AIM OF THE EXERCISE: Without changing a word, repeat the data, and include no pictures.

____

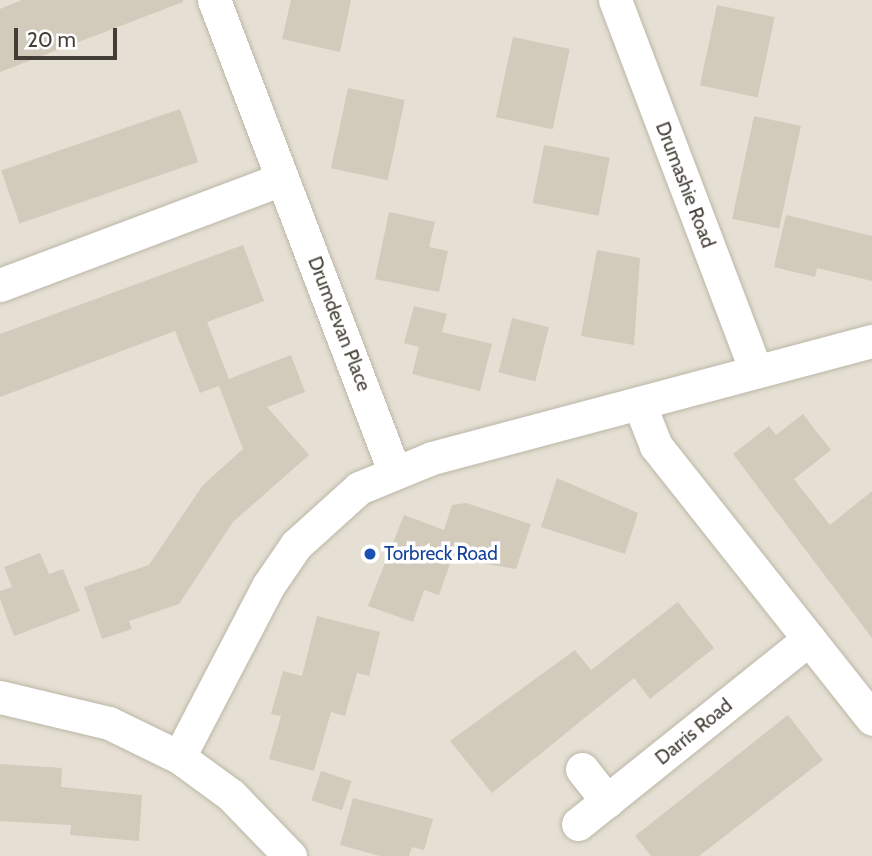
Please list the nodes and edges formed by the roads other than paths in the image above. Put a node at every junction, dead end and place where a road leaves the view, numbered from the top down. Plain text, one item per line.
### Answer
1 (214, 0) edge
2 (615, 0) edge
3 (282, 179) junction
4 (0, 285) edge
5 (872, 341) edge
6 (755, 371) junction
7 (639, 403) junction
8 (394, 471) junction
9 (809, 639) junction
10 (0, 697) edge
11 (872, 719) edge
12 (179, 757) junction
13 (582, 768) dead end
14 (607, 801) junction
15 (578, 824) dead end
16 (290, 856) edge

1 - 3 street, Drumdevan Place
2 - 6 street, Drumashie Road
3 - 4 street
3 - 8 street, Drumdevan Place
5 - 6 street
6 - 7 street
7 - 8 street
7 - 9 street
8 - 12 street
9 - 11 street
9 - 14 street, Darris Road
10 - 12 street
12 - 16 street
13 - 14 street
14 - 15 street, Darris Road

____

TASK ANSWER:
Please list the nodes and edges formed by the roads other than paths in the image above. Put a node at every junction, dead end and place where a road leaves the view, numbered from the top down. Plain text, one item per line.
### Answer
1 (214, 0) edge
2 (615, 0) edge
3 (282, 179) junction
4 (0, 285) edge
5 (872, 341) edge
6 (755, 371) junction
7 (639, 403) junction
8 (394, 471) junction
9 (809, 639) junction
10 (0, 697) edge
11 (872, 719) edge
12 (179, 757) junction
13 (582, 768) dead end
14 (607, 801) junction
15 (578, 824) dead end
16 (290, 856) edge

1 - 3 street, Drumdevan Place
2 - 6 street, Drumashie Road
3 - 4 street
3 - 8 street, Drumdevan Place
5 - 6 street
6 - 7 street
7 - 8 street
7 - 9 street
8 - 12 street
9 - 11 street
9 - 14 street, Darris Road
10 - 12 street
12 - 16 street
13 - 14 street
14 - 15 street, Darris Road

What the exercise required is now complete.